After a game of tennis, a sundowner, a rubber or two of bridge, the servants pampering you with morning tea, the smell of frying eggs and bacon, the clink of china and crystal, a late round of brandy or port, the soft bed immaculately prepared by the trained servants … after all this the African night seemed as tame as it could be made. And you could eliminate it with the flick of a switch. Yet, he thought, there seemed a fraudulence in this little England in Africa — fraudulence in the sense of a conjuring trick — and fragility. He was told, however, that with persistence it could all be made real, like America. If only there could be self-government. Ten years ago this was all bush, dry grass. The Masai and Kikuyu walked around half-naked then. Now they would take loose hand-me-down tweeds if they could.
Nairobi, even white Nairobi, was not a homogeneous society. Some wit, commenting on the scandals for which it became known, called it a “square” society. At one corner stood Mrs. Hollis, brothel-keeper and fortune-teller, who could also be
hired to preside over seances. Her Syrian girls had been put on the train, and Nairobi was bracing itself for the Japanese girls due to arrive before Race Week. At another corner were her customers, the low-level railway officials, salesmen, drifters, out-of-work hunters and scouts.
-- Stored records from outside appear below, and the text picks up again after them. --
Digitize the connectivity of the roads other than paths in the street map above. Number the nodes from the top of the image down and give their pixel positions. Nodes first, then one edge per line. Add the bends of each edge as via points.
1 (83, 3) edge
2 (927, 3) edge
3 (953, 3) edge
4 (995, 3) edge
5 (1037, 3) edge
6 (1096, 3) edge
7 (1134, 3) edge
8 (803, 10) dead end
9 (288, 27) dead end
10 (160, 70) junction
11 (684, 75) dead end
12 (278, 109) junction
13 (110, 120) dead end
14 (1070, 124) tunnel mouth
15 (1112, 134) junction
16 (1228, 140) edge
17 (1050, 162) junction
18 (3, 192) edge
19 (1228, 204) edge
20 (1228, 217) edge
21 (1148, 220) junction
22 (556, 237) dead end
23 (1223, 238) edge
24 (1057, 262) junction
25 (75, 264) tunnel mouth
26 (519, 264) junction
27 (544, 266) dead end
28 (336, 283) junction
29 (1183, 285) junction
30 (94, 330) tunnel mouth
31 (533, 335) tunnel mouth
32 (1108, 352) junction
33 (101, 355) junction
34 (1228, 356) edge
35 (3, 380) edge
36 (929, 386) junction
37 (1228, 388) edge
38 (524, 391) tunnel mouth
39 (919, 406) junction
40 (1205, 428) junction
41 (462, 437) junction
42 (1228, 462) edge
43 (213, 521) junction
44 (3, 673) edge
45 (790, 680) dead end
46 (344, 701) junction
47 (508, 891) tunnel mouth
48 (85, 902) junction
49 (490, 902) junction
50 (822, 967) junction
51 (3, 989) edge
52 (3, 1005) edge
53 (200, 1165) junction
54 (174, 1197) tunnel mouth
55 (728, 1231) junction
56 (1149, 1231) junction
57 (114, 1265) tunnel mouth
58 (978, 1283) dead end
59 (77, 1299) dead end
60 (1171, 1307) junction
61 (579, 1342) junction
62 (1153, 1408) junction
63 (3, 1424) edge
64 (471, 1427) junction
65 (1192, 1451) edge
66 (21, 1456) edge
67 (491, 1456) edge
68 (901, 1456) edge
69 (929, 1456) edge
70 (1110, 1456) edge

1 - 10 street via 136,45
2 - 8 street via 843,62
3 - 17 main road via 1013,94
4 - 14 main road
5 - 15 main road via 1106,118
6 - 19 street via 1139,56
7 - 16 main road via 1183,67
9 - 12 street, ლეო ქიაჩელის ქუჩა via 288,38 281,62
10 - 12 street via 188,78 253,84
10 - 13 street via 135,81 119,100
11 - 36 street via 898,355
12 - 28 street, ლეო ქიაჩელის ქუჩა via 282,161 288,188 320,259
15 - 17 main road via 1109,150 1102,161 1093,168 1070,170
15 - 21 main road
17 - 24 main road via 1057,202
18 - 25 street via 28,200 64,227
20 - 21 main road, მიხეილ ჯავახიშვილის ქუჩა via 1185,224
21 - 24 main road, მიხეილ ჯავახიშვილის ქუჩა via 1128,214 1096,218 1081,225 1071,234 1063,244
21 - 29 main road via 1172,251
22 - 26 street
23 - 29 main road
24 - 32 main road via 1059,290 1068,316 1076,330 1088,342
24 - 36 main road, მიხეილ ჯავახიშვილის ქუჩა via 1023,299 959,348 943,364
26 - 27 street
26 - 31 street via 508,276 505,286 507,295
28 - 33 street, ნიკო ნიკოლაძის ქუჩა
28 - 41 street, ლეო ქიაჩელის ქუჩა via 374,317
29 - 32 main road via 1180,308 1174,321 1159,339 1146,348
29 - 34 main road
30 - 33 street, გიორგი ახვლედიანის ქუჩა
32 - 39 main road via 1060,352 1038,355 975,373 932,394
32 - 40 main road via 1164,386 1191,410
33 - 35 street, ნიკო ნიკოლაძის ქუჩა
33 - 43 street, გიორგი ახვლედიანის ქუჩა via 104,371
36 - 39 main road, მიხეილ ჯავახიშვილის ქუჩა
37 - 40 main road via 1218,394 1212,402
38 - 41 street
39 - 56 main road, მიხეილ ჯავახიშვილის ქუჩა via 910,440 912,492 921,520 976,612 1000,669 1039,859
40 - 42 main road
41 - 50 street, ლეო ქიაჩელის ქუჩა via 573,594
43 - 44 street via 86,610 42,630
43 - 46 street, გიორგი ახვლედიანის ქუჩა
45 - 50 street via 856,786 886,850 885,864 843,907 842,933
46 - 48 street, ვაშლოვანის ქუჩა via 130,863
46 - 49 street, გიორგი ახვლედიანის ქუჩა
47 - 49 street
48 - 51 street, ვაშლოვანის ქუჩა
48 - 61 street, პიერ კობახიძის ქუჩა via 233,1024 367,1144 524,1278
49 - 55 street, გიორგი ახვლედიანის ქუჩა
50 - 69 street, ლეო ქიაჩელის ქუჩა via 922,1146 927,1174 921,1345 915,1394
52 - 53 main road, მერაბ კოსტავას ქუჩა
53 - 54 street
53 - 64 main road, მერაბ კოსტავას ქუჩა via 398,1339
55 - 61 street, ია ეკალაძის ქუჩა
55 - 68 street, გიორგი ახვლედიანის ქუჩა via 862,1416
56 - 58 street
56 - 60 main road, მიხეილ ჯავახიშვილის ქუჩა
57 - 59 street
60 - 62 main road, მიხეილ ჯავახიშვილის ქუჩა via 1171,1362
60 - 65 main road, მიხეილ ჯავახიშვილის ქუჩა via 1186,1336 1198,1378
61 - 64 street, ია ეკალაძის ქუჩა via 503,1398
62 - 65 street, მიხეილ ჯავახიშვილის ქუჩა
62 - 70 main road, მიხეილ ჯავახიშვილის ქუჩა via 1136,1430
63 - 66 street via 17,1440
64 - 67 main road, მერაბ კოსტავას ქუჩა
On the third point of the social square were the few aristocrats and their fawning toadies, playing public-school pranks at the Norfolk. Then there were the high officials like Ainsworth and Whitehouse, responsible for much of the development of Nairobi, and respectable businessmen like Unsworth.
With Anne, who wrote the occasional witty column on colonial life called “Our Way” for the
Herald
, Corbin visited some court hearings.
4 April, 1914
… A lord of the realm who shot a servant for serving bad cream with dumplings. A Jesuit priest who confiscated the possessions of his converts in the name of the church and was contesting them in earnest. A farmer who had a servant flogged fifty times, until senseless, for eating the kitchen rice and denying it afterwards; another who shackled his workers by their pierced earlobes, causing infection and death in one.… Two brothers, Londoners, who desperately sought for the graves of their parents while the land went unused. And so on. The case of Captain Maynard is still remembered with some bitterness here …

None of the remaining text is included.